In fact, we should start from a state where the first "build" is entirely
unnecessary. The initial executables can all be stored as source code which
is in the first instance fully interpreted (or JITted). Over the lifetime of
my system installation, these would be gradually converted into a more
optimized form resembling the "binaries" we're familiar with today (albeit
even faster). No waiting on compilers (unless you want to, to try moving the
process along), and you can reach in and more easily customize things for your
own needs far more easily than what you have to do today to track down right
source code and try getting it to build.
Self-culling services
tracker-miner-fs
is a process that I'll bet most people aren't interested
in. On my machine, a bunch of background Evolution processes are in the
same category. Usually when I do a new system install, I'll uninstall these
sorts of things, unless there's any resistance at all with respect to
complaints from the system package manager about dependencies, in which case I
tend to immediately write it off as not worth the effort, at which point I
decide that I'll just deal with it and move on.
Occasionally, though, when I've got the system monitor open because I'm being
parsimonious about compute time or memory, I'll run into these services again,
sitting there in the process list.
To reiterate: these are part of the default install because it's expected
that they'll be useful to a wide audience, but a service capable of
introspection would be able to realize that despite this optimistic outlook,
I've never used or benefited from its services at all, and therefore there's
no reason for it to continue trying to serve me.
So package maintainer guidelines should be amended to go further than simply
dictating that services like these should be trivially removed with no fuss.
The guidelines should say that such background services are prohibited in the
default install unless they're sufficiently self-reflective.
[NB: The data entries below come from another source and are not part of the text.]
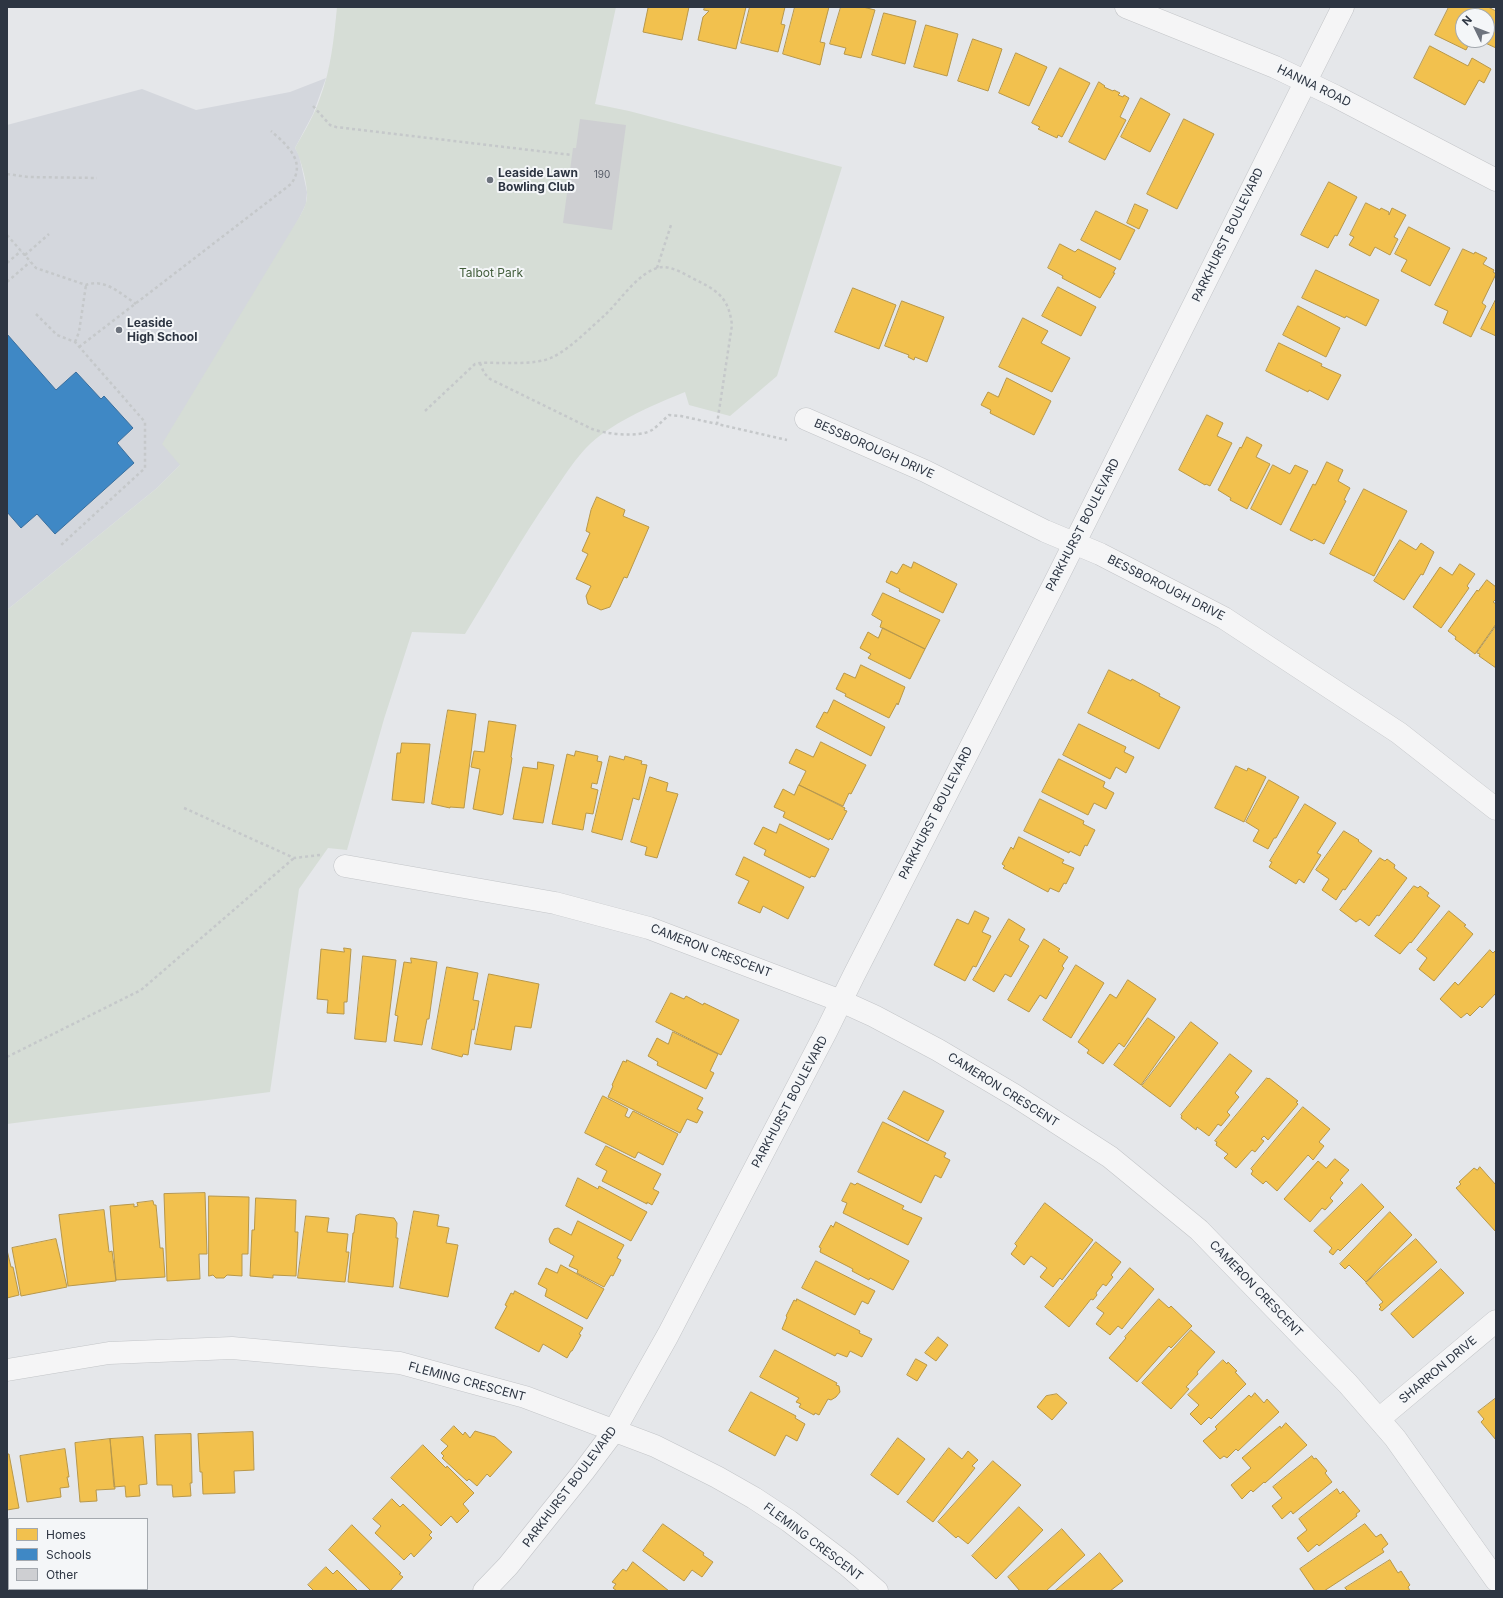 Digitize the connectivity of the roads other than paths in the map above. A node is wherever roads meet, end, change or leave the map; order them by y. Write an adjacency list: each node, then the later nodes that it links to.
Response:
1 (1126, 7): 3 (street, HANNA ROAD)
2 (1343, 7): 3 (street, PARKHURST BOULEVARD)
3 (1305, 81): 4 (street, HANNA ROAD); 6 (street, PARKHURST BOULEVARD)
4 (1496, 180)
5 (806, 419): 6 (street, BESSBOROUGH DRIVE)
6 (1073, 543): 7 (street, BESSBOROUGH DRIVE); 9 (street, PARKHURST BOULEVARD)
7 (1496, 809)
8 (345, 866): 9 (street, CAMERON CRESCENT)
9 (841, 1001): 12 (street, CAMERON CRESCENT); 13 (street, PARKHURST BOULEVARD)
10 (1496, 1321): 12 (street, SHARRON DRIVE)
11 (7, 1370): 13 (street, FLEMING CRESCENT)
12 (1379, 1420): 14 (street, CAMERON CRESCENT)
13 (614, 1431): 15 (street, PARKHURST BOULEVARD); 16 (street, FLEMING CRESCENT)
14 (1496, 1580)
15 (484, 1591)
16 (877, 1591)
The onus should
be on them to detect if they're going silently unused and then disable or
remove themselves.
Code overlays
Sometimes I resort to printf
debugging. Sometimes that's more involved than
the colloquialism lets on—it may involve more than adding single line printf
here and and there; sometimes it requires inserting new control flow
statements, allocating and initializing some storage space, etc. Sometimes
when going back to try and take them out, it's easy to miss them. It's also
tedious to even have to try, rather than just wiping them all out. Source
control is superficially the right tool here, but this is the sort of thing
you're usually doing just prior to actually committing the thing you've been
working on. Even with Git rebase, committing some checkpoint state feels a
little heavyweight for this job.
I'd like some sort of "code overlay" mechanism comprising a standardized
(vendor- and editor-neutral) format used as an alternative to going in and
actually rewriting parts of the code. I.e., something that reinforces the
ephemerality and feels more like Wite-Out, or Post-its hovering "on top" of
your otherwise untainted code.
This sort of thing could also be made general enough that in-IDE breakpoints
could be implemented in terms of a code overlay.
These would ideally be represented visually within the IDE, but there'd be a
universally understood way to serialize them to text, in case you actually
wanted to process them to be turned into a real patch. If represented
conceptually, your editor should still give you the ability to toggle between
the visual-conceptual form and the "raw" text form, if you want.
- Raw form would be something inspired by the unified diff/patch format
- but only one line of context, and only one (or no) other line for prologue
- the context line is what gets marked up instead of the insertion
- with
=
prepended to the line you're "pinning" to
- inserted lines wouldn't have any prefix except for whitespace, for
readability and copy-and-pastability
The best part is that there could be tight integration with editor's debugging
facilities. So when entering debug mode, what it's really doing is applying
these overlays to the underlying file, doing a new build with these in place,
and then running it. If the build tool is completely integrated into the IDE,
then the modified version of the source tree (i.e. with the overlays applied)
would never even get written to disk.
In essence, these would be ephemeral micro patchsets managed by editor itself
and not the source control system.
DSLs
Domain-specific languages (DSLs) are bad. They're the quintessential example
of a "now you have two problems" sort of idea. And that's not even a
metaphor; the popular quip is about the syntax of regular expressions—it's a
direct application of the more general form I'm pushing here.
The sentiment I'm going for isn't too far off from Robert O'Callahan's
thoughts about The Costs Of Programming Language Fragmentation, either.
Wikipedia Name System
Wikipedia Name System as a replacement for EV certificates
- See Extended Validation Is Broken
- Delegate to Wikipedia's knowledge graph to make the correct domain–identity
link
- Not as trivially compromised as it sounds like it would be; could be faked
with (inevitably short-lived) edits, but temporality can't be faked
- If a system were rolled out tomorrow, nothing that happens after rollout
that would alter the fact that for the last N years, Wikipedia
has understood that the website for Facebook is facebook.com
- Newly created, low-traffic articles and short-lived edits would fail the
trust threshold
- After rollout, there would be increased attention to make sure that
longstanding edits getting in that misrepresent the link between domain
and identity
- Would-be attackers would be discouraged to the point of not even trying
by Colby Russell. 2019 May 14.
I encountered some issues during the development of TeroBuild/Terobo. This
post discusses how I handled those issues.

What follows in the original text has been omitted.